SG-3100 Very Unstable



  • Hi all,

    I just deployed the SG3100 and this thing is extremely unstable. Unbound crashes randomly. Clamd crashes about every 8 hours. Running MTR can bring down the WebConfigurator, updating Snort rules makes the system unresponsive, etc... Is this normal?


  • Rebel Alliance Developer Netgate

    It's not normal but there isn't enough detail to say what might be happening.

    Unbound crashes randomly. Clamd crashes about every 8 hours

    What do you mean when you say these services "crash"? Do the services stop?

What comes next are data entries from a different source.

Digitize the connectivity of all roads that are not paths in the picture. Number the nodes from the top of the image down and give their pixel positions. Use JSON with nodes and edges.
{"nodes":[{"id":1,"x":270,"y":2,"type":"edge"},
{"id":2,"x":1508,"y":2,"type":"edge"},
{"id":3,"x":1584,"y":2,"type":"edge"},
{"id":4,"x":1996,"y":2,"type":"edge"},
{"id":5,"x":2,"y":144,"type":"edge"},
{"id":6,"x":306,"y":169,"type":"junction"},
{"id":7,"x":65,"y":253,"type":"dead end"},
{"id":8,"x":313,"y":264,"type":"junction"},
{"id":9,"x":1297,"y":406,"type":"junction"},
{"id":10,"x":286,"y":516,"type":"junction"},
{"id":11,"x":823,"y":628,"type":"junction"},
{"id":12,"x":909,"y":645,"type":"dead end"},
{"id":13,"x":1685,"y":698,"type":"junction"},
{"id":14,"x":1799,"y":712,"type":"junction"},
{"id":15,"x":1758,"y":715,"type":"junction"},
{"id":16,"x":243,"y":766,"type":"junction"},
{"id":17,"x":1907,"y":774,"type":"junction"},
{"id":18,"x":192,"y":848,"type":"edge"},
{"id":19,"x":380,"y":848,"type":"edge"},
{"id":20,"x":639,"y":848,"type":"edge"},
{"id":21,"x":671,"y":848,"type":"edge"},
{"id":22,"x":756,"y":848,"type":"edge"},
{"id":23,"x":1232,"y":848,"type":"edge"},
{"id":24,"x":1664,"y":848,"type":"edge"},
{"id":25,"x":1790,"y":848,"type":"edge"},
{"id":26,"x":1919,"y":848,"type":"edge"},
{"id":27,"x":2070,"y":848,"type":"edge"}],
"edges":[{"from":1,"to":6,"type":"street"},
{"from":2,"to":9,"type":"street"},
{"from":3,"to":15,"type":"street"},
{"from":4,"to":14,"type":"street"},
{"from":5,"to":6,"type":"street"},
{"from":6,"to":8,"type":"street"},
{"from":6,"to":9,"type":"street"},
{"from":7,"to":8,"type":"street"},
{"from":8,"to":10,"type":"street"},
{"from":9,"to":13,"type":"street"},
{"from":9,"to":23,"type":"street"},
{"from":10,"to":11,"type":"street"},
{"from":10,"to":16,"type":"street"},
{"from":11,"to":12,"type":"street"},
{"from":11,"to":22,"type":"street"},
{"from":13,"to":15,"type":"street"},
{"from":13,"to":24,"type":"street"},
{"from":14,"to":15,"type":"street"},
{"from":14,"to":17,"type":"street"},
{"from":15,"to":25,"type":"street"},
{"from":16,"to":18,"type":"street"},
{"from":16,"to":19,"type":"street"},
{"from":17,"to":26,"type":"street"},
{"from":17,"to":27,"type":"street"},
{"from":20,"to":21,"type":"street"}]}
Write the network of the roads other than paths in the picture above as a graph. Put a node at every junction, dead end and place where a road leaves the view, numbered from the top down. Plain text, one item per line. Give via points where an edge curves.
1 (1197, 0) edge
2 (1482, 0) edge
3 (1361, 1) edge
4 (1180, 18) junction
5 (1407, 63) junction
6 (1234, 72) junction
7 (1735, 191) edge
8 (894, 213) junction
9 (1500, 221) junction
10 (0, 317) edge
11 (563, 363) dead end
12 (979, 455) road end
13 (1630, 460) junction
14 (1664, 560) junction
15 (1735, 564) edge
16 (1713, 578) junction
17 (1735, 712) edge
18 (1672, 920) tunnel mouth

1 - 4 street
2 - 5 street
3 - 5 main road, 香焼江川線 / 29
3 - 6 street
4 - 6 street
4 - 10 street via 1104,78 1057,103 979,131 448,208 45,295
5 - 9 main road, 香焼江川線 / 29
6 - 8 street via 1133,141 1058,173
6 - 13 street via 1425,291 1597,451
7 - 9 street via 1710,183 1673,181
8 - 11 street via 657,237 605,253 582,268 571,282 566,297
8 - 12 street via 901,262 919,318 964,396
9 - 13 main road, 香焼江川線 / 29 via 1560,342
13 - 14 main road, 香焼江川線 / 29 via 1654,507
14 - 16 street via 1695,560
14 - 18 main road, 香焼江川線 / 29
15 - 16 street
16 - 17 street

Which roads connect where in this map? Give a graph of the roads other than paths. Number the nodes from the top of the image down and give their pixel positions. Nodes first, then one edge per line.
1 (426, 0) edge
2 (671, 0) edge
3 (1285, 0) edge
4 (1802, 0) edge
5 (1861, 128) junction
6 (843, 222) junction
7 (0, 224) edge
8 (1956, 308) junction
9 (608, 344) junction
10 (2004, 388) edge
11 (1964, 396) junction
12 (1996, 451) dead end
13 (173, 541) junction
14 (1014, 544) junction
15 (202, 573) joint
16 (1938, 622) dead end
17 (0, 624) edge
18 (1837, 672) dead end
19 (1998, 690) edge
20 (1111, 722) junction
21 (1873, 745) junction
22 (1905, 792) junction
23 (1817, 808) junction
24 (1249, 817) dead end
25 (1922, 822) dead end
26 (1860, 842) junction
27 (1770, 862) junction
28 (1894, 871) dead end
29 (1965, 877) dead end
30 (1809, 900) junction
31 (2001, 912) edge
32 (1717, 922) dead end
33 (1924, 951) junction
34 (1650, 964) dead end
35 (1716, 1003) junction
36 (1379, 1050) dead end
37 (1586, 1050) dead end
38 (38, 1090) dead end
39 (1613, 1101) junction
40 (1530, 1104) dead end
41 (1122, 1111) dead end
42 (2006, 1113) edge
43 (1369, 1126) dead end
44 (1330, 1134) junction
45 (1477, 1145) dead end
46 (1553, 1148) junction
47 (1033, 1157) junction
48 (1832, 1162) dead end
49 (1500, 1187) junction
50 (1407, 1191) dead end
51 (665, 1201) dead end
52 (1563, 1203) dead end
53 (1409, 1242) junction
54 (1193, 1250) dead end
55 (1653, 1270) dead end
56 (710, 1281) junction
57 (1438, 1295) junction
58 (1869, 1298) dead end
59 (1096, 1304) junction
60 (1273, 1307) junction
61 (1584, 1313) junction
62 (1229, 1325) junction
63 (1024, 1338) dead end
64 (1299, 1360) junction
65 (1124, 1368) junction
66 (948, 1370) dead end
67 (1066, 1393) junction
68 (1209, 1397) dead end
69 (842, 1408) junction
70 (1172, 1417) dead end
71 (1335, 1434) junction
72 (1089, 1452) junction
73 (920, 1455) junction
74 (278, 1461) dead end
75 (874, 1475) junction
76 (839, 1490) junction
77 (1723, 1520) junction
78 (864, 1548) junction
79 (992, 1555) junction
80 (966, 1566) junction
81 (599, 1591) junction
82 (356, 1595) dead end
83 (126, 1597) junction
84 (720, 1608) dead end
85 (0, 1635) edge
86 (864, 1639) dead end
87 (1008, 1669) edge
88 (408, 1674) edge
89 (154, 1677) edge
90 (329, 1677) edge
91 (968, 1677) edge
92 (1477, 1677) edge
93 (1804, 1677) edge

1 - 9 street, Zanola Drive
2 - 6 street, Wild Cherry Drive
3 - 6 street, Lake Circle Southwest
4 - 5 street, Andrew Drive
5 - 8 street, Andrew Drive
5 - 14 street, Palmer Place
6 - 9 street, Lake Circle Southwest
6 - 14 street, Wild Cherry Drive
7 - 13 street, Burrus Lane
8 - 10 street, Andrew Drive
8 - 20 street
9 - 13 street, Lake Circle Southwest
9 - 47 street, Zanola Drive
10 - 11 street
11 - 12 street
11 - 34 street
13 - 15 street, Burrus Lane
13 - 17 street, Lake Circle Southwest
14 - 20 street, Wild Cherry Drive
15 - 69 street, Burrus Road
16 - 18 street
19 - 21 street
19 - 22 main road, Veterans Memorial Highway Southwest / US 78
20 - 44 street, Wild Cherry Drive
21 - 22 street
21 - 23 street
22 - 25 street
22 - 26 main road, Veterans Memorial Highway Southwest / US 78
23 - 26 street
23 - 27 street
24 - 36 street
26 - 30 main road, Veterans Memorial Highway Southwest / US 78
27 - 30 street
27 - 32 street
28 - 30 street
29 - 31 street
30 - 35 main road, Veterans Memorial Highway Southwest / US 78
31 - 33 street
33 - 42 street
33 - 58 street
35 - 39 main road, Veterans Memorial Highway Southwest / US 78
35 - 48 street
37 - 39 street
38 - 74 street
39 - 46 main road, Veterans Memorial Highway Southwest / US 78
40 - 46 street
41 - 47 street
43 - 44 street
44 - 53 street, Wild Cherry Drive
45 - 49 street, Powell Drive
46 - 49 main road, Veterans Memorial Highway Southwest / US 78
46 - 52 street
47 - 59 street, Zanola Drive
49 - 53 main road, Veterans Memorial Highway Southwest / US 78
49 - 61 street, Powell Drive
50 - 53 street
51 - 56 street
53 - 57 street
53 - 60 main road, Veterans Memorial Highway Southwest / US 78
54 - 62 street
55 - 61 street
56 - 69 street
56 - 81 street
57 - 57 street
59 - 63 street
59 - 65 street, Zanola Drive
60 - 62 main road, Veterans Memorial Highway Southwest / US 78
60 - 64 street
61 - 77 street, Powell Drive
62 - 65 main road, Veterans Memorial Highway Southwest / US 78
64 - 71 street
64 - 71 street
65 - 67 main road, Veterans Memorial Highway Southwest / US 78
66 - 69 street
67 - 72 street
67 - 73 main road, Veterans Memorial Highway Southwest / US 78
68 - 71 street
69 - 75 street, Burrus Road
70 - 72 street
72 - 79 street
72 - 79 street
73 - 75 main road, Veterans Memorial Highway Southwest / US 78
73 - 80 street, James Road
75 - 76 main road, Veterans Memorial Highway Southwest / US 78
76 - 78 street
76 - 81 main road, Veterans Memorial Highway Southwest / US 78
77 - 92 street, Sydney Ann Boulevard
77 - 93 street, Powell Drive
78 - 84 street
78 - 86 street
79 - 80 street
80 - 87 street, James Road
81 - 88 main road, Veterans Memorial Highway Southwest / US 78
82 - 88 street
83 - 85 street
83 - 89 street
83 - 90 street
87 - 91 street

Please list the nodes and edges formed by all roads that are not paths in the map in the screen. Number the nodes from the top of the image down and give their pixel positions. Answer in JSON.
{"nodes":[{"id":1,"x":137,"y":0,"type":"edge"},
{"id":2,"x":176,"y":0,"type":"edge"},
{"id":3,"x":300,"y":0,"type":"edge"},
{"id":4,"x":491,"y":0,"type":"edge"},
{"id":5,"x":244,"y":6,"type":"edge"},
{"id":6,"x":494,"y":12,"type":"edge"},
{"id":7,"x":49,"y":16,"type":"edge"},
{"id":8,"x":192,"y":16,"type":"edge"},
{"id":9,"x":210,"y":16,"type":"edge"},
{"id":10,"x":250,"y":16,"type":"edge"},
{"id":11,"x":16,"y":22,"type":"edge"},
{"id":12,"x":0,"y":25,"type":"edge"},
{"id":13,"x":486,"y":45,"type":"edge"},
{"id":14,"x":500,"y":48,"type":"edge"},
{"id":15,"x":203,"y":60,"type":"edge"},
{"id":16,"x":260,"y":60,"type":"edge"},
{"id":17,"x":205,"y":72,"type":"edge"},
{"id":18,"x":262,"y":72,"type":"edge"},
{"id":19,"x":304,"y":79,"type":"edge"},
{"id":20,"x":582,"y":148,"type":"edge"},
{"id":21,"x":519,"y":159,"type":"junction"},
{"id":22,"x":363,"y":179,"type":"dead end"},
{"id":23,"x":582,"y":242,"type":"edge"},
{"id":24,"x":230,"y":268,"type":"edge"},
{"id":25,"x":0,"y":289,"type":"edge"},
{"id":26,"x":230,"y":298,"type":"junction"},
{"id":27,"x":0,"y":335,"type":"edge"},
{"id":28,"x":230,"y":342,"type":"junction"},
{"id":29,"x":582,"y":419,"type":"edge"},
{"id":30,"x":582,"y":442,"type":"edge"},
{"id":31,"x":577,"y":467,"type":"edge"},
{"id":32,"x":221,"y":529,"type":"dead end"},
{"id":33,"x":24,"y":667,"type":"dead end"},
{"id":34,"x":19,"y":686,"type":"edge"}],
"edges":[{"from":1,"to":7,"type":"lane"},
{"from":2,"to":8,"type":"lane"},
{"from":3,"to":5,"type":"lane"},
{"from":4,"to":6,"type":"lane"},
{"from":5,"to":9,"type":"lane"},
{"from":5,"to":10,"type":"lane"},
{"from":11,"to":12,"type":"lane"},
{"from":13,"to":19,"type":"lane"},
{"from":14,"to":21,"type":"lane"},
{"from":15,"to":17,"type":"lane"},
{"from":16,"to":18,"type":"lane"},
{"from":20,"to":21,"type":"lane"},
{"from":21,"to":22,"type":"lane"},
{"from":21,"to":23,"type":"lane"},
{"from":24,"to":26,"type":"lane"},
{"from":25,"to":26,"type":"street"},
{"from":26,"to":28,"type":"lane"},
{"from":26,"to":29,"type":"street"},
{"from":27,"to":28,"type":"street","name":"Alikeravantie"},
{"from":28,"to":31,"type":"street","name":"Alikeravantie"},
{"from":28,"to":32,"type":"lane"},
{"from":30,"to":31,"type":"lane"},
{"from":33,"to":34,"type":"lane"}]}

Is there an error in the logs? If so, what errors are in the main system log or other relevant logs?

    Running MTR can bring down the WebConfigurator

    Running MTR in the GUI from the package? Or from the console? Or from a client behind the firewall? And what does "bring down the webConfigurator" mean? It becomes unreachable? It gives an error? The service stops? Or what? (Also: See above, re: Log messages)

    updating Snort rules makes the system unresponsive

    As in nothing passes through the firewall at all? And it doesn't respond on the console? Or something else?


  • LAYER 8 Global Moderator

    To add to jimp ?s what version are you running? I have 2 3100's in production and not showing any issues at all.. Unbound has zero problems.. Are you having it register dhcp? That is going to cause restarts of it... Are you running pfblocker - that again will cause it to restart.

    Are you doing tls forwarding with unbound - there is a known memory link I do believe that causes it issues every few days.

    Mine are both on 2.4.4 upgrades went fine.. From 2.4.3p1



  • The system log shows signal 10 for clamd. I regularly see clad stopped in status -> services. I am running 2.4.4 with Snort, pfBlocker-ng, ntopng and squid + clamd. Right now I can see Logmein clients online but can't connect to them. OpenVPN is not listening from outside.



  • I am running pfBlocker-NG and I am registering DHCP clients in unbound and I am using TLS from unbound -> WAN



  • I really haven't been able to find much useful in the logs but I know that the system keeps filling up it's RAM and there is no swap.


  • LAYER 8 Global Moderator

    @0daymaster said in SG-3100 Very Unstable:

    I am using TLS from unbound
    the system keeps filling up it's RAM

    There is a KNOWN memory leak...
    https://redmine.pfsense.org/issues/9059

    And there have been atleast a couple of threads about it..
    https://forum.netgate.com/topic/137028/unbound-dns-over-tls-memory-leak/2
    https://forum.netgate.com/topic/136598/sg3100-needs-to-reboot-every-few-days-after-2-4-4-upgrade/9



  • Got it. Thanks. Now I just have to drive 75 miles and fix it before my boss finds out about this. Lol.


  • LAYER 8 Global Moderator

    just a patch.. Don't need to be local to it.. So this is work site and you were using tls forwarding -- WTF??



  • Why not use TLS forwarding? I mean, I get that there was a thread about a known compatibility issue that I missed but I've been using TLS forwarding on ipfire for years without incident. What issue do you take with forwarding DNS requests over TLS?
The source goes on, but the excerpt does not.